Less than five months before his disappearance, Bird wrote in a Wall Street Journal article on August 21, 2013 when oil was trading at over $103, more than twice where the price is today, that “Crude-oil futures fell after the minutes from the Federal Reserve’s latest policy meeting heightened concerns that less economic stimulus could hit demand for the fuel. Traders are worried that the end of the $85 billion-a-month bond-buying program will cause dollar-based crude prices to rise in local-currency terms, choking off economic growth in India, Indonesia and other emerging markets that has fueled a rise in global oil consumption in recent years.”

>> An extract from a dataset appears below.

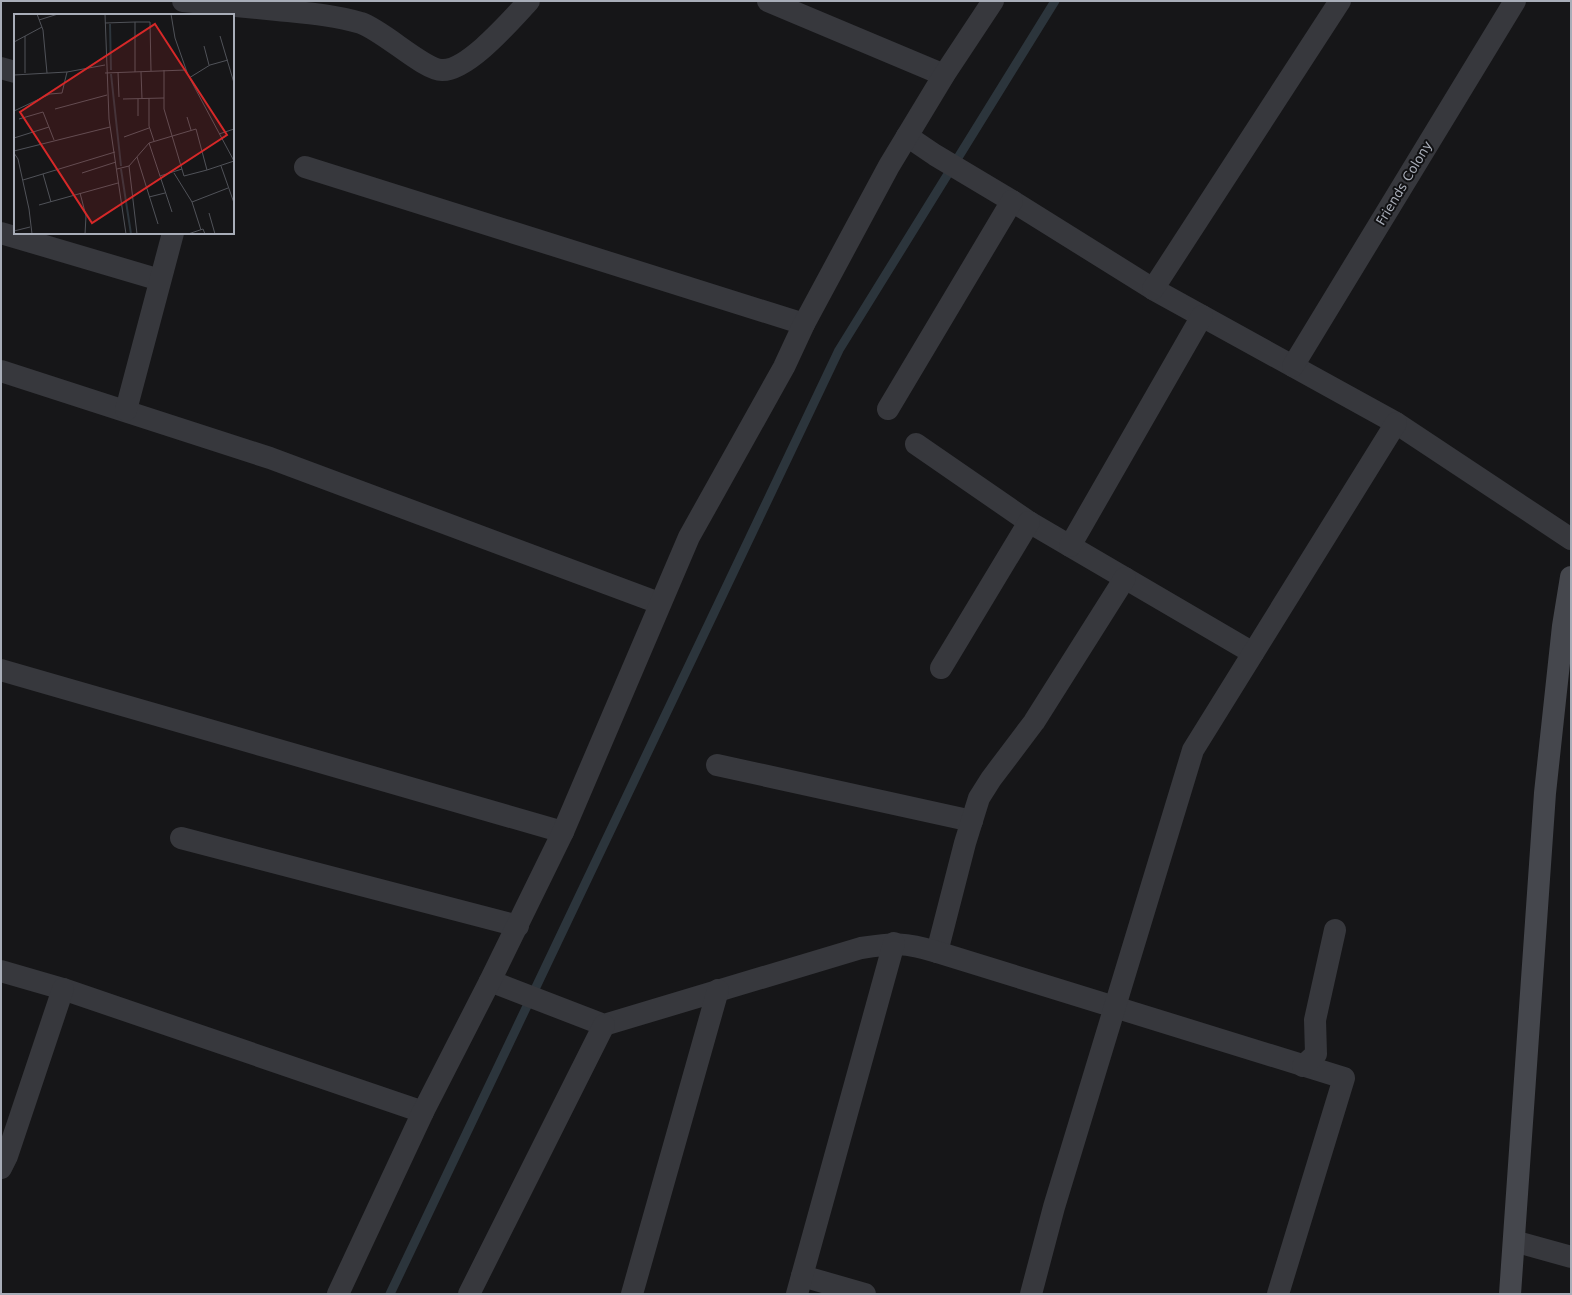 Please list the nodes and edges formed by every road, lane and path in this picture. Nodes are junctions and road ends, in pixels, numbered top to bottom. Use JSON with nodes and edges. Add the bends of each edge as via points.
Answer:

In the same article, Bird wrote that Bill O’Grady, the Chief Market Strategist at Confluence Investment Management, was concerned about a steep drop in oil prices after Labor Day. The quote from the article reads as follows: ” ‘All this tapering talk is absolutely deadly for emerging markets’ because of its effect on the dollar, Mr. O’Grady said. ‘We could see [oil] demand really tail off.’ ”
Today, oil prices have collapsed, emerging markets are feeling the economic pain of a rising U.S. Dollar, OPEC has lost its control of oil prices in the face of macroeconomic forces, and global growth estimates for this year continue to be ratcheted downward.
On December 2, 2013, the month prior to his disappearance, Bird wrote an article headlined “OPEC Faces Challenges to Maintain Oil-Market Stability.” In the article, Bird noted that “circumstances could test the limits of OPEC’s ability to hold prices steady over the next 1,000 days.”
Bird raised the possibility that the only prop under the price of oil as far back as 2013 was tumult in the Middle East and other potential supply disruptions like talk of the Iran embargo. Bird wrote: “The 1,000-day average of the basket price belies broad swings in the measure of 12 grades of OPEC crude, from a low of $66.84 in May 2010 to a peak of $124.64 in March 2012, when the Iran embargo was being considered.”
Bird noted in the same article that “Oil supply from the U.S. and Canada has grown by a combined 4 million barrels a day in the period. Growth in non-OPEC supply is expected to top the rise in global demand next year, meaning OPEC would need to pump less or risk a price drop.”
David Bird is survived by his wife of 23 years, Nancy Fleming Bird and their children, Alexander and Natasha, both teenagers. According to the family’s newly launched web site, visitation hours are from 4:00 to 8:00 p.m. this coming Wednesday, March 25, at the Church of St. Vincent de Paul, 249 Bebout Avenue, Stirling, New Jersey. The funeral will be conducted by the Reverand Richard Carton on Thursday, March 26, at 11:00 a.m., also at the Church of St. Vincent de Paul. Interment will be private.